◆ Task input:
▬▬▬▬▬▬▬▬▬▬

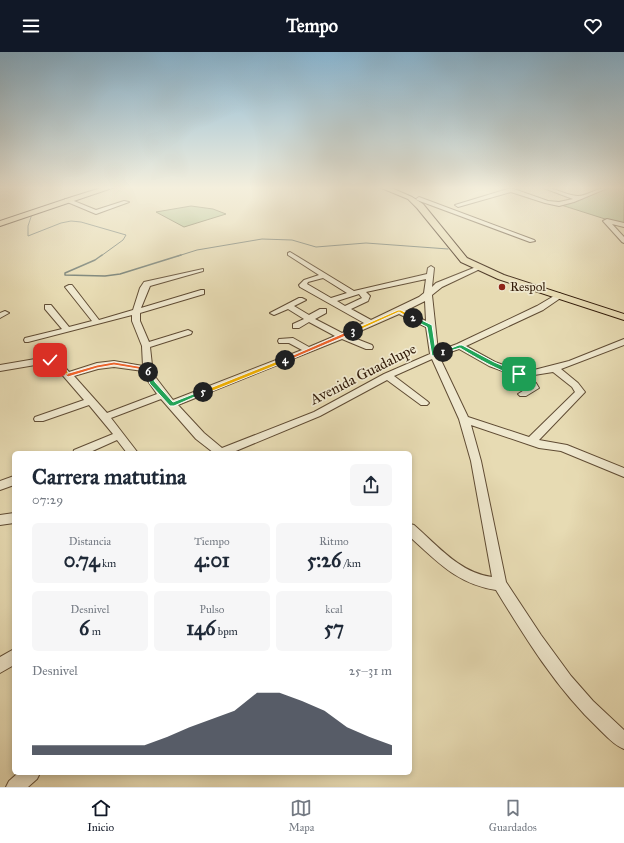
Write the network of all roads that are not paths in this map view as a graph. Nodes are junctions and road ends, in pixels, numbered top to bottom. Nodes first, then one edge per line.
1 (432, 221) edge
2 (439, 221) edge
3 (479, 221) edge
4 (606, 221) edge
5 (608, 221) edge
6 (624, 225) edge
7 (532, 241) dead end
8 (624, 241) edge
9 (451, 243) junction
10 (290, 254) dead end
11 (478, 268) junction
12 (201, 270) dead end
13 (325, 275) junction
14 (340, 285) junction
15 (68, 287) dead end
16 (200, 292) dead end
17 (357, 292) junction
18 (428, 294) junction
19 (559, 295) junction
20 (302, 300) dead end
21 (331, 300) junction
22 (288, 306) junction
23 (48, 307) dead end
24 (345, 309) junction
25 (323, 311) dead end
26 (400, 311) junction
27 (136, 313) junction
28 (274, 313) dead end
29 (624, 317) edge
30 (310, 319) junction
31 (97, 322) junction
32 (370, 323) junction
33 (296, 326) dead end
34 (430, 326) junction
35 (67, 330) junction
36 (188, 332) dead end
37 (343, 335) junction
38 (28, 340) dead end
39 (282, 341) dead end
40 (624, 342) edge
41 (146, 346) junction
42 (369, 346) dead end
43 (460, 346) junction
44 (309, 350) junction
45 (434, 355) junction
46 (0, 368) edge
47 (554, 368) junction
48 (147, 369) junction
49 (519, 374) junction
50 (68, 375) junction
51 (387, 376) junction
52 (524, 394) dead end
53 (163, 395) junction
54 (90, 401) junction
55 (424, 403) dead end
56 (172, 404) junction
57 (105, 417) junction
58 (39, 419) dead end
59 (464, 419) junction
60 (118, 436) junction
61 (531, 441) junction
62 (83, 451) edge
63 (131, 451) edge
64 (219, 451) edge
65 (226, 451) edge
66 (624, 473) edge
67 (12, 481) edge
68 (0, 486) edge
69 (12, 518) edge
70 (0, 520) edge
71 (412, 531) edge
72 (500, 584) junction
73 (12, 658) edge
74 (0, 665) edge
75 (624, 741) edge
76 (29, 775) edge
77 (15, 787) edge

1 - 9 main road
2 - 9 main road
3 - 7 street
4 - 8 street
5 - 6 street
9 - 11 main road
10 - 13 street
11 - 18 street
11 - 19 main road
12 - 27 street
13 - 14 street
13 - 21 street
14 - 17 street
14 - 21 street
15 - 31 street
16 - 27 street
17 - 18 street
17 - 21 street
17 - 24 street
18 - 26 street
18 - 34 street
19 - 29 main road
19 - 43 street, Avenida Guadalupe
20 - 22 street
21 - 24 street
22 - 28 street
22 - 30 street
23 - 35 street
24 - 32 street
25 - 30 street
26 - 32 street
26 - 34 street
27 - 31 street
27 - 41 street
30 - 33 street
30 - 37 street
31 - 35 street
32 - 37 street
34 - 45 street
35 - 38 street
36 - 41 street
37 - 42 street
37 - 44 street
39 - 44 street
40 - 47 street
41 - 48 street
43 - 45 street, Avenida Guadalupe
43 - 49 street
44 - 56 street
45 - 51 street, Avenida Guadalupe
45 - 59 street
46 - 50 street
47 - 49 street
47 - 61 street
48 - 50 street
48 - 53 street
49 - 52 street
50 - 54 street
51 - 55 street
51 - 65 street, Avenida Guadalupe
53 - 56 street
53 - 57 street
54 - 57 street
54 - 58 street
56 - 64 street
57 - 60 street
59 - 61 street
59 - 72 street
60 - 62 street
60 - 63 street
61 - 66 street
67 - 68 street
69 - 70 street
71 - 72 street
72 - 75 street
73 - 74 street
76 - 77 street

▬▬▬▬▬▬▬▬▬▬

◆ Assigned task:
Scanning the data above, count the lines in which the string "Guadalupe" occurs and state only the count.

◆ Answer area:
4